The house is small. It’s designated as a “ranch,” because it’s a single story, and built in 1965 . . . but devoid of any kind of stylish pitched ceilings, large windows looking onto a landscaped backyard, or other hallmarks of the genre.
Thick cream-colored shag carpet fills a fairly standard-sized living room furnished with mismatched grandma-style pieces. Past a forgotten front door and down a dark, narrow hallway are three small bedrooms with other variously colored shag carpeting (mustard, green, and mustard again). Horizontal windows set high up on the walls create privacy . . . from the deer that nibble on the bushes below them? Or to hide the crime that has happened behind them. The remaining rooms — a cramped kitchen and a narrow, extraneous sitting room that I don’t understand, and through which I’ve entered to check the place out — sport gray industrial carpet.
Yes, the kitchen is carpeted. It’s all these carpets, I assume, that are giving the house its mildewy fragrance, prompting me to breathe through my mouth as I continue my walk-through. I hate mildew.
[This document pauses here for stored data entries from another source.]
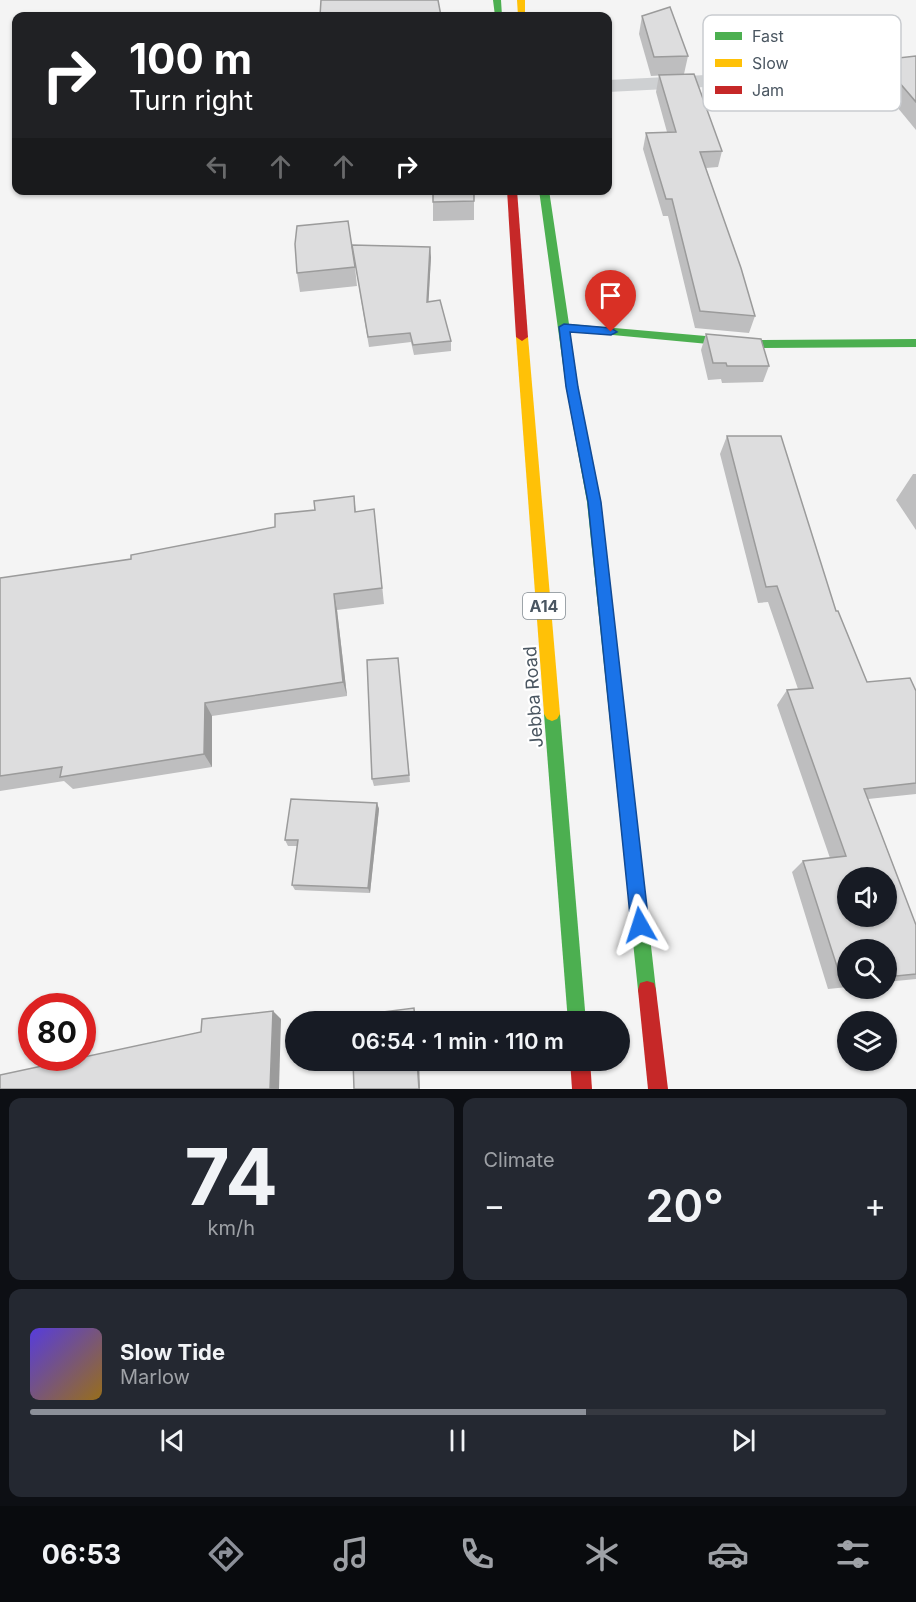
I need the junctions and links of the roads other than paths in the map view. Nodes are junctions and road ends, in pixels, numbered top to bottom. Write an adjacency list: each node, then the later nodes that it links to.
1 (916, 67): 2 (street)
2 (901, 68)
3 (703, 81): 4 (street)
4 (612, 86)
5 (512, 195): 9 (main road, Jebba Road / A14)
6 (545, 195): 7 (main road)
7 (564, 327): 8 (main road); 12 (main road)
8 (916, 343)
9 (576, 1011)
10 (581, 1071): 11 (main road)
11 (582, 1089)
12 (658, 1089)

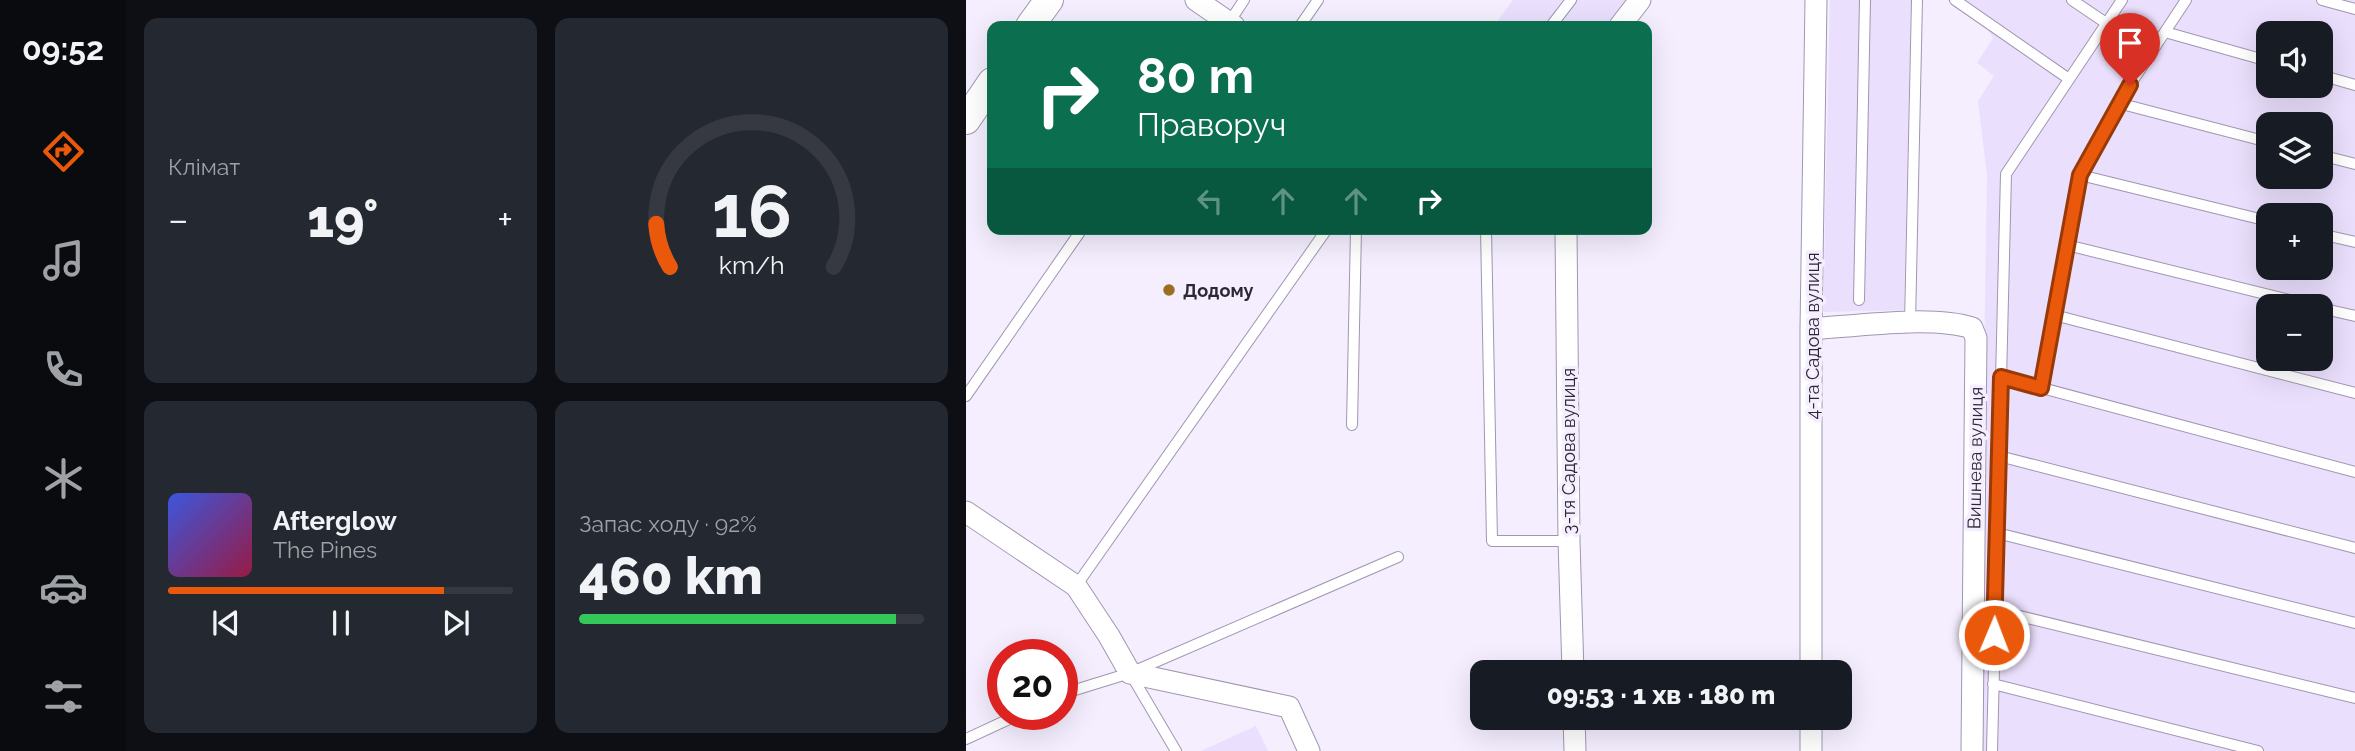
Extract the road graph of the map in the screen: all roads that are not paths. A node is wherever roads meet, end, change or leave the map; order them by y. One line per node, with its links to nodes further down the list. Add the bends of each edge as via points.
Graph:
1 (1196, 0): 15 (street)
2 (1244, 0): 16 (lane)
3 (1318, 0): 17 (lane)
4 (1571, 0): 18 (lane)
5 (1640, 0): 19 (street)
6 (1816, 0): 48 (street, 4-та Садова вулиця)
7 (1865, 0): 43 (lane)
8 (1917, 0): 47 (lane)
9 (1955, 0): 23 (lane)
10 (2072, 0): 20 (lane)
11 (2122, 0): 20 (lane)
12 (2186, 0): 21 (lane)
13 (2322, 0): 14 (lane)
14 (2355, 9)
15 (1225, 21)
16 (1232, 21)
17 (1303, 21)
18 (1555, 21)
19 (1624, 21)
20 (2106, 23): 23 (lane)
21 (2165, 32): 22 (lane); 27 (lane)
22 (2256, 58)
23 (2069, 79): 49 (lane, via 2006,174)
24 (2333, 79): 25 (lane)
25 (2355, 85)
26 (987, 89): 28 (street)
27 (2118, 103): 29 (lane); 32 (lane)
28 (966, 120)
29 (2256, 139)
30 (2333, 158): 31 (lane)
31 (2355, 164)
32 (2080, 175): 33 (lane); 41 (lane)
33 (2256, 218)
34 (1078, 235): 52 (lane)
35 (1323, 235): 61 (lane)
36 (1356, 235): 53 (lane)
37 (1486, 235): 58 (lane, via 1492,541)
38 (1566, 235): 58 (street, 3-тя Садова вулиця)
39 (2333, 236): 40 (lane)
40 (2355, 242)
41 (2067, 245): 42 (lane); 45 (lane)
42 (2265, 294)
43 (1859, 300)
44 (2333, 311): 46 (lane)
45 (2054, 315): 50 (lane); 51 (lane)
46 (2355, 316)
47 (1910, 323): 48 (street, Вишнева вулиця); 78 (street, Вишнева вулиця, via 1960,324 1972,328 1976,338)
48 (1811, 329): 65 (street, 4-та Садова вулиця)
49 (2001, 377): 50 (lane); 54 (lane)
50 (2041, 388): 55 (lane)
51 (2355, 393)
52 (966, 397)
53 (1352, 425)
54 (1999, 456): 57 (lane); 59 (lane)
55 (2355, 472)
56 (966, 512): 61 (street)
57 (1997, 533): 62 (lane); 63 (lane)
58 (1569, 541): 64 (street, 3-тя Садова вулиця)
59 (2355, 548)
60 (1398, 557): 66 (lane)
61 (1076, 586): 66 (street)
62 (1995, 610): 67 (lane); 69 (lane)
63 (2355, 623)
64 (1573, 660)
65 (1811, 660)
66 (1130, 673): 68 (lane); 74 (lane); 75 (street, via 1289,707)
67 (1993, 684): 79 (lane); 80 (lane)
68 (1078, 689)
69 (2355, 698)
70 (987, 730): 73 (lane)
71 (1574, 730): 76 (street)
72 (1811, 730): 77 (street)
73 (966, 740)
74 (1176, 751)
75 (1309, 751)
76 (1575, 751)
77 (1811, 751)
78 (1972, 751)
79 (1992, 751)
80 (2258, 751)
Oh, and there’s a bathroom, also off the slim hallway, and entered through a door that smacks into the toilet when you open it. A fiberglass shower made for the elderly (handrails, built-in seat) covers over the small window that mysteriously appears only on the outside of the house. Across from the bathroom is a door to the basement.
We will not talk about the basement. It’s too obvious. Nor do we need to consider the big-windowed “breakfast nook,” added in the 1980s, and clad floor-to-ceiling in knotty pine even though there’s not a stick of knotty pine or other “country” decor anywhere else in the place. We will not talk of it, because the murder of this house started before that, in small measures: Dull-colored photos of family members with awkward adolescent haircuts that are only out-awkwarded by their placement on the walls — way above eye level and/or with no relation to the space or furniture below them. A small, framed piece of Chinoiserie (or maybe it’s Mexican?) hung crookedly between the fireplace and the kitchen. A mail slot outside on the back wall of the house that conducts letters to the floor of a (carpeted) closet inside.
“Isn’t this great?” the seller’s agent asks us. “You don’t have to go outside.”